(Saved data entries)
»»
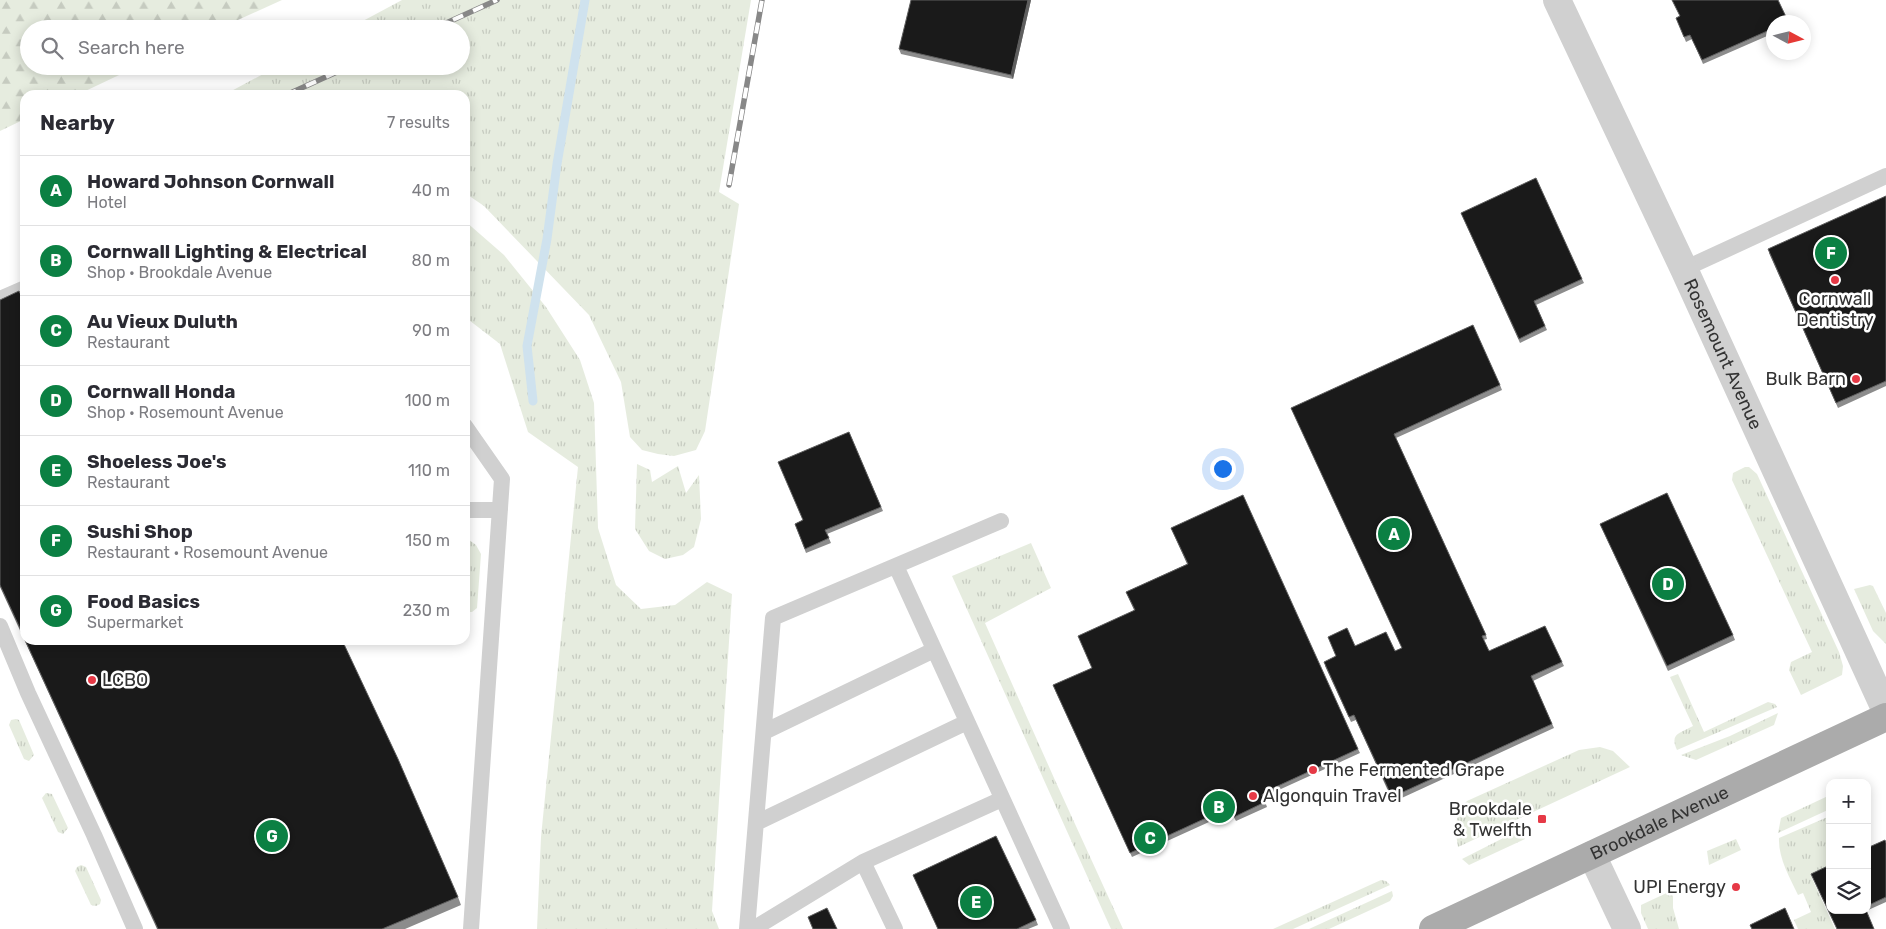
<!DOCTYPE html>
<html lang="en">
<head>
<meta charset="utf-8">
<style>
  body { margin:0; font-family:Rubik,sans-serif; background:#f7f7f7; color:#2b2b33 }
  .controls { position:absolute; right:15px; bottom:15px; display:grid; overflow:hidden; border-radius:10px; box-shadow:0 2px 12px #0003 }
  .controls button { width:45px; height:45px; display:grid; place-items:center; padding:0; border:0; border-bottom:1px solid #e1e1e2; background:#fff; color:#2b2b33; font:25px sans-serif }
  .compass { position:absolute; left:1766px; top:15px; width:45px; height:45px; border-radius:50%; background:#fff; box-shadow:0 2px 12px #0003; rotate:97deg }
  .you { position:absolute; left:1222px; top:468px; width:18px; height:18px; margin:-12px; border:4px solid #fff; border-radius:50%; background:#1a73e8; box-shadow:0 0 0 8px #1a73e833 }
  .badge { display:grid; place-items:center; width:32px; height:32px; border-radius:50%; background:#0b8043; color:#fff; font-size:16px; font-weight:700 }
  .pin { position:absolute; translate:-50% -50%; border:2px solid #fff; box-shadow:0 1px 5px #0006 }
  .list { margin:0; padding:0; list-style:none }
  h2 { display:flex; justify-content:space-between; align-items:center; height:65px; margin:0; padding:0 20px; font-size:21px }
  h2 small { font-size:16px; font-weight:400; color:#7c7c81 }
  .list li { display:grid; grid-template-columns:32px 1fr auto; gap:15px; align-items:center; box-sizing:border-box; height:70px; padding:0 20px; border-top:1px solid #e1e1e2 }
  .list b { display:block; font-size:19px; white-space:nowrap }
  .list p { margin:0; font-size:16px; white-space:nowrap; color:#7c7c81 }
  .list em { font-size:16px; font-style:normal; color:#7c7c81 }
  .icon { flex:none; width:28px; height:28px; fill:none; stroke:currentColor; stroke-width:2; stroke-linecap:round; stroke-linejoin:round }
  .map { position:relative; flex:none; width:1886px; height:929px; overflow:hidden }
  .search { position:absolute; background:#fff; box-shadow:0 2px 12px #0003; left:20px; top:20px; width:450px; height:55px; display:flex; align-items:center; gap:12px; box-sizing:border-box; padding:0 18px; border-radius:28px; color:#7c7c81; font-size:19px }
  .panel { position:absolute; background:#fff; box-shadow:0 2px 12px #0003; left:20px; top:90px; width:450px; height:555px; border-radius:15px }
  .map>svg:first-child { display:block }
  .grass { fill:url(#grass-tufts) }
  .forest { fill:url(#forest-firs) }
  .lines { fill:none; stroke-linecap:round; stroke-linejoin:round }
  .stream { stroke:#cfe2ee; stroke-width:9 }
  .service { stroke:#d0d0d0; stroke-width:16 }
  .minor { stroke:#d0d0d0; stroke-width:28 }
  .primary { stroke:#ababab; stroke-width:28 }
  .rail-casing { stroke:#888; stroke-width:5.5 }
  .rail { stroke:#fff; stroke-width:4; stroke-dasharray:11; stroke-linecap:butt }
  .wall { fill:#8c8c8c }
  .shaded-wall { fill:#5f5f5f }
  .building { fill:#1a1a1a; stroke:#5f5f5f }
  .poi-dot { fill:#e63946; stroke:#fff; stroke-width:2 }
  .labels { text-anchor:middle; stroke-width:5; stroke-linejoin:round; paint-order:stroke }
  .poi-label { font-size:18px; fill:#333; stroke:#fff; text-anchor:end }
  .street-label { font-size:18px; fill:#333; stroke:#fff }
</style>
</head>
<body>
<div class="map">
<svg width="1886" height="929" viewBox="0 0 1886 929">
  <defs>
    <pattern id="grass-tufts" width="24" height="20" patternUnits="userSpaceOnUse" patternTransform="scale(1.25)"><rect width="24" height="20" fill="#e6ecdf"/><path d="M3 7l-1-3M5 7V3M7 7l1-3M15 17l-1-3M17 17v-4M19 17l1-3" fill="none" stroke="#c6cbc0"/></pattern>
    <pattern id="forest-firs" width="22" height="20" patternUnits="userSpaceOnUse" patternTransform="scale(1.25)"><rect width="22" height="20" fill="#e6ecdf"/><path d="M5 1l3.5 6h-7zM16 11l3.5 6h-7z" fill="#c6cbc0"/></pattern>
  </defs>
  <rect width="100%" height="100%" fill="#fff"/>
  <path class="grass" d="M402,0H751L719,192L739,204L705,431L696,450L674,456L658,454L642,450L630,437L621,382L589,315L484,206L465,193V95H224L278,66H461V29H348Z
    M465,221L504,255L546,307L580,360L594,403L598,528L616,585L641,609L675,605L707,582L732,594L712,911L719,929H537L541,837L578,467L528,432L500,344L465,317Z
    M637,464L650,470L652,482L678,466L686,493L699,475L701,519L694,547L683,555L665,559L649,551L635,529Z
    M1745,467H1749L1757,474L1839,652L1843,666L1842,675L1801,695L1789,670L1791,662L1812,652L1732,480L1733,473Z
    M465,537L476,545L481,554L477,608L472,612H469L465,606Z
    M1031,543L1051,588L985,623L1054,778L1123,929H1111L952,576Z
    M1870,585L1873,586L1886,613V644L1873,631L1854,589Z
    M1678,674L1704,732L1768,702L1775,704L1777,707L1677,750C1669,733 1681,733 1693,726L1670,677Z
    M1778,713L1774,725L1696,760L1681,755L1730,736Z
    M16,719L19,720L34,755L29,761L24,759L9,725L11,720Z
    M1600,747L1613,751L1630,767L1458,847C1455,829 1454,815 1467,801L1579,750Z
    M46,793L52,794L68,828L63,834L58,832L42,798Z
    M1828,796L1830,798V809L1778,833L1781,818Z
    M1830,816V869L1812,878L1835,929H1798L1794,920L1811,912L1803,893L1798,895C1790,878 1778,858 1779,838Z
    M1521,829L1525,839L1469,865L1462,859Z
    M1736,839L1741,850L1709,865L1707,851Z
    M81,865L86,867L101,900L100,904L96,906L91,905L75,871L77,867Z
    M1381,880L1386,881L1390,885L1293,929H1273Z
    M1673,890V908L1679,929H1648L1641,913V905Z
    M1392,891L1393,896L1390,901L1329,929H1309Z"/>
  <path class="forest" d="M0,0H282L218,29H29V66H138L77,95H25V119L0,131Z"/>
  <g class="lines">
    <path class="stream" d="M533,401L527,346L547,239L557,164L585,0"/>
    <path class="service" d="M1684,269L1886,176
      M0,299L25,288
      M465,426L502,479L471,929
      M465,510H500
      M896,566L1062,929
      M0,626L28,693L94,835L135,929
      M764,732L934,650
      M756,823L967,722
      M747,929L773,618L1001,521
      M753,929L863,862
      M895,929L863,862L1002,799"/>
    <g class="minor">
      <path id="s1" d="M1557,0L1684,269L1886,711"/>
      <path d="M1592,855L1627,929"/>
    </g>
    <path class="primary" id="s2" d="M1433,929L1886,717"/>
    <g class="rail-casing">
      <path id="rail" d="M433,29L497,0
        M286,95L350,66
        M729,185L762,0"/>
    </g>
    <use href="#rail" class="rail"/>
  </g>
  <path class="wall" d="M1031,0L1013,79L901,54L899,49Z
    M1778,0L1788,22H1774V33L1703,64L1692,39L1686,42L1678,22L1679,17Z
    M1886,196V386L1838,408L1769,253Z
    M1461,213L1582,279L1584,283L1536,305L1547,330L1520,343Z
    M0,300L25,640L458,897L461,905L405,929H157L0,587Z
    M1500,385L1502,390L1396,438L1486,635L1487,639L1483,640L1489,651L1562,662L1564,666L1533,681L1554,728L1393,802L1356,720L1351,722L1325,666L1336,656L1395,651L1402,648L1291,408Z
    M849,432L883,511L827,534L831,543L806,553L795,524L803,520Z
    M1600,524L1733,635L1735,640L1668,671Z
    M1171,528L1358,749L1360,753L1268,795L1264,799L1267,807L1236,821L1231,812L1132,857L1055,690L1092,668L1134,610L1126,592L1187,564Z
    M1886,843V902L1866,911L1830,910H1867V848Z
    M913,875L1036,920L1038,925L1028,929H938Z"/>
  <path class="shaded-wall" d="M1028,0H1031L1013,79L1011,75Z
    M1267,791L1268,795L1263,799L1262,795Z"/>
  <path class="building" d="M911,0H1028L1011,75L899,49Z
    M1672,0H1778L1788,21L1785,22H1774V28L1702,60L1690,35L1684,37L1676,18L1680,16Z
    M1536,178L1582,279L1534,301L1545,326L1519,339L1461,213Z
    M1886,196V381L1836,403L1768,249Z
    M19,291L25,303V639L0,585V300Z
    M1473,325L1500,385L1394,434L1486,635L1482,636L1489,651L1545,626L1562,662L1531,676L1552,724L1392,797L1354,715L1349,717L1324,662L1336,656L1328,637L1347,628L1355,646L1386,632L1395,651L1402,648L1291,408Z
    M849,432L881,507L825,530L829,538L805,549L795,524L803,520L778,462Z
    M1667,493L1733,635L1667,666L1600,524Z
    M1243,495L1358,749L1267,791L1262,795L1265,802L1234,817L1230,807L1130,853L1053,685L1092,668L1078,636L1135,610L1126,592L1188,564L1171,528Z
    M25,640H342L398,759L458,897L382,929H158Z
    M996,836L1036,920L1017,929H938L913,875Z
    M1885,840L1886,843V897L1867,906V848Z
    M1830,865V910H1866L1874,929H1837L1811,874Z
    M827,908L837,929H813L808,917Z
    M1785,908L1794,929H1752L1750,925Z"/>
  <g class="poi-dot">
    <circle cx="1835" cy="280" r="5"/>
    <circle cx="1856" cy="379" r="5"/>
    <circle cx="92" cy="680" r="5"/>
    <circle cx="1313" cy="770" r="5"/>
    <circle cx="1253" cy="796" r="5"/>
    <rect x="1537" y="814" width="10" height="10" rx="2.5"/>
    <circle cx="1736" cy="887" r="5"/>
  </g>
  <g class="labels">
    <g class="poi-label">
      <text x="1835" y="305" text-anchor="middle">Cornwall<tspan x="1835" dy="21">Dentistry</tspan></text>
      <text x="1846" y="385">Bulk Barn</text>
      <text x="102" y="686" text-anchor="start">LCBO</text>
      <text x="1323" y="776" text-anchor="start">The Fermented Grape</text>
      <text x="1263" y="802" text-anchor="start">Algonquin Travel</text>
      <text x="1532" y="815">Brookdale<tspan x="1532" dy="21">&amp; Twelfth</tspan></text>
      <text x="1726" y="893">UPI Energy</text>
    </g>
    <g class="street-label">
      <text dy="6" stroke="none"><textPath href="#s1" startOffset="391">Rosemount Avenue</textPath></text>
      <text dy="6" stroke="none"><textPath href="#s2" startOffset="250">Brookdale Avenue</textPath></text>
    </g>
  </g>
</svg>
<div class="controls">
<button>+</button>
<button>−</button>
<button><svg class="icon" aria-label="layers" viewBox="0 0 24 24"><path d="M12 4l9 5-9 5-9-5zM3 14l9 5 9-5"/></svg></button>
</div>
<svg class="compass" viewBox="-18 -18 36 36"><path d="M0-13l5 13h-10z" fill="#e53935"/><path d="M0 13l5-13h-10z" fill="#7c7c81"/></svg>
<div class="you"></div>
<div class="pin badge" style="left:1394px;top:534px">A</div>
<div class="pin badge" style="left:1219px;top:807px">B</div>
<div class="pin badge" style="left:1150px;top:838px">C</div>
<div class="pin badge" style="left:1668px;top:584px">D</div>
<div class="pin badge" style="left:976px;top:902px">E</div>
<div class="pin badge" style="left:1831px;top:253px">F</div>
<div class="pin badge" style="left:272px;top:836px">G</div>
<div class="search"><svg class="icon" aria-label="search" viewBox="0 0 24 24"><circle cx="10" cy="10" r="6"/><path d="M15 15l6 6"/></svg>Search here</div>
<section class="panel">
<h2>Nearby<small>7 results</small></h2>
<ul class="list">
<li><span class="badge">A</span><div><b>Howard Johnson Cornwall</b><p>Hotel</p></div><em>40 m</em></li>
<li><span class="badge">B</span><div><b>Cornwall Lighting &amp; Electrical</b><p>Shop · Brookdale Avenue</p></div><em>80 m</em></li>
<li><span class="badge">C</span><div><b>Au Vieux Duluth</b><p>Restaurant</p></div><em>90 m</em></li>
<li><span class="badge">D</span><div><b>Cornwall Honda</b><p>Shop · Rosemount Avenue</p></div><em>100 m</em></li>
<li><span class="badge">E</span><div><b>Shoeless Joe's</b><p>Restaurant</p></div><em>110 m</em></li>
<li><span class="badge">F</span><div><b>Sushi Shop</b><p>Restaurant · Rosemount Avenue</p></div><em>150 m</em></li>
<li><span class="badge">G</span><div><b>Food Basics</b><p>Supermarket</p></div><em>230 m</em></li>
</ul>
</section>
</div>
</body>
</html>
««
*INSTRUCTIONS FOR THE TASK*. For the string "list", search the preceding data and copy every line that includes it.

*SOLUTION TO THE PROBLEM*.
  .list { margin:0; padding:0; list-style:none }
  .list li { display:grid; grid-template-columns:32px 1fr auto; gap:15px; align-items:center; box-sizing:border-box; height:70px; padding:0 20px; border-top:1px solid #e1e1e2 }
  .list b { display:block; font-size:19px; white-space:nowrap }
  .list p { margin:0; font-size:16px; white-space:nowrap; color:#7c7c81 }
  .list em { font-size:16px; font-style:normal; color:#7c7c81 }
<ul class="list">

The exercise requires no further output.